Indeed, it would remain so for another 35 years, for it was only after Schönberg’s death that details of the three-way relationship began to seep out. Since then, however, the sequence of events surrounding Mathilde’s affair has been the subject of a considerable body of literature too often based on misdirected conjecture and unreliable information. It is precisely this, which, based on a welter of new evidence and research, this thesis is able to rectify.

Of course, on first sight, this may look to be simply another tale of romantic intrigue amongst temperamental artists. However, it proves to be far more than that, for, as will be seen throughout this website, the doomed love affair between Gerstl and Mathilde came to make an indelible impression of some of the 20th century’s most important and influential art and music.

In the first place, the story is set against a Vienna that was seeing its traditional aesthetic values in music, art, literature, architecture, politics and social mores attacked by the new and radical ideas of a group of exciting modernist artists and thinkers that included Schönberg, Klimt, Mahler and Hoffmann, amongst others.
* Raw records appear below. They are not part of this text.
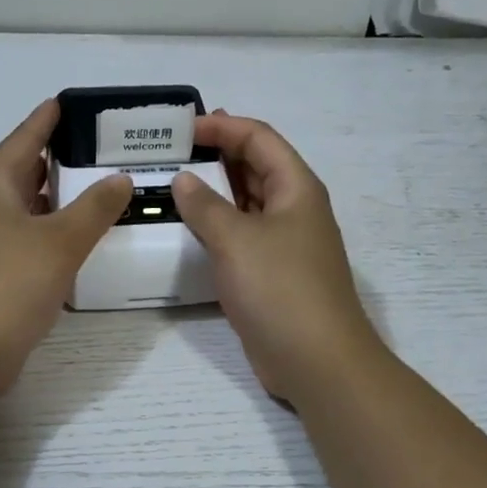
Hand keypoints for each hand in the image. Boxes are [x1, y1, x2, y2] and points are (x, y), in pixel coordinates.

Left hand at [0, 101, 132, 394]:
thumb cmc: (8, 285)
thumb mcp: (60, 242)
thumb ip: (96, 207)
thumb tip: (121, 178)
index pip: (24, 137)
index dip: (49, 118)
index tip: (73, 102)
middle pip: (23, 170)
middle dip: (59, 158)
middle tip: (101, 149)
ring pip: (24, 207)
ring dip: (56, 198)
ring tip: (97, 188)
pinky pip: (22, 237)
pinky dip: (49, 231)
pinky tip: (74, 239)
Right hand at [172, 113, 382, 403]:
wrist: (316, 360)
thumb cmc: (280, 288)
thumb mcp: (236, 240)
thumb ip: (205, 206)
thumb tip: (183, 180)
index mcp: (296, 188)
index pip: (259, 138)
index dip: (222, 127)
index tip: (181, 129)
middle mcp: (293, 209)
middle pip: (254, 167)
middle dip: (216, 156)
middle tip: (170, 153)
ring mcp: (284, 243)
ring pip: (246, 204)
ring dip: (213, 193)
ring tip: (170, 186)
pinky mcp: (271, 274)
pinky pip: (240, 237)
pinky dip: (215, 228)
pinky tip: (186, 231)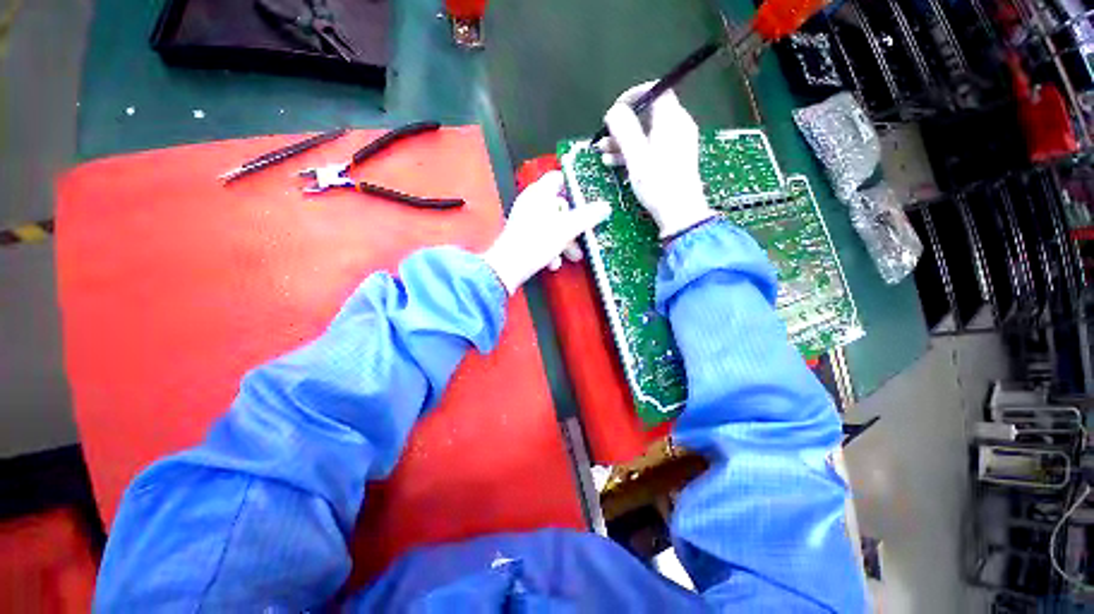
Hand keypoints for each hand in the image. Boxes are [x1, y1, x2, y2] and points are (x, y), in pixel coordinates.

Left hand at [482, 171, 610, 294]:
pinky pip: (542, 236)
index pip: (559, 178)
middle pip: (559, 206)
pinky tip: (553, 263)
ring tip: (571, 257)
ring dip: (564, 241)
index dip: (574, 187)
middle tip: (583, 238)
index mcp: (539, 193)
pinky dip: (550, 248)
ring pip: (552, 224)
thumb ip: (587, 217)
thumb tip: (605, 206)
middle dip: (573, 225)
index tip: (588, 201)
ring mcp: (525, 219)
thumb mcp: (567, 229)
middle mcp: (531, 202)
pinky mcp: (522, 236)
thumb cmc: (537, 242)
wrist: (508, 267)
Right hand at [599, 82, 714, 237]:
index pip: (655, 91)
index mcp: (672, 119)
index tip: (615, 110)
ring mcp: (676, 144)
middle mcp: (677, 127)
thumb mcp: (636, 156)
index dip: (633, 96)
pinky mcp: (672, 160)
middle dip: (623, 125)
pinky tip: (614, 162)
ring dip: (624, 141)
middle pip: (648, 115)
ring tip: (603, 153)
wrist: (679, 213)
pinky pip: (651, 148)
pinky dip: (633, 152)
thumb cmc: (658, 183)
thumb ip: (624, 130)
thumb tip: (614, 111)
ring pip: (646, 134)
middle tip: (604, 136)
Equally, its denouement came in the beautiful artists’ resort of Gmunden, a spa located on a dramatic glacier lake, the Traunsee, amongst the alpine peaks south of Salzburg. It was here that Gerstl had joined the Schönbergs and their circle for their two long summer vacations of 1907 and 1908, for which the group rented individual farmhouses on the eastern bank of the lake beneath the towering Traunstein.

Their relationship had begun in spring 1906, when Schönberg invited the then 22 year old Gerstl into his home in Vienna’s 9th district, with a view to the young art student teaching both himself and Mathilde how to paint, which the impecunious Schönberg saw as a means to new income. Almost immediately, presumably at Schönberg’s request, Gerstl painted portraits of both husband and wife. These must have pleased the composer, who appears not only to have taken Gerstl into his circle, but, by introducing Gerstl to several portrait commissions, also apparently acted as his agent. In return, Gerstl provided welcome support to Schönberg in the face of the vitriolic press and public criticism that the composer had faced, not least after a series of concerts in early 1907. By the time of their second joint vacation in 1908, the two men had become close and for some months in early 1908, had even shared a studio in Schönberg’s building.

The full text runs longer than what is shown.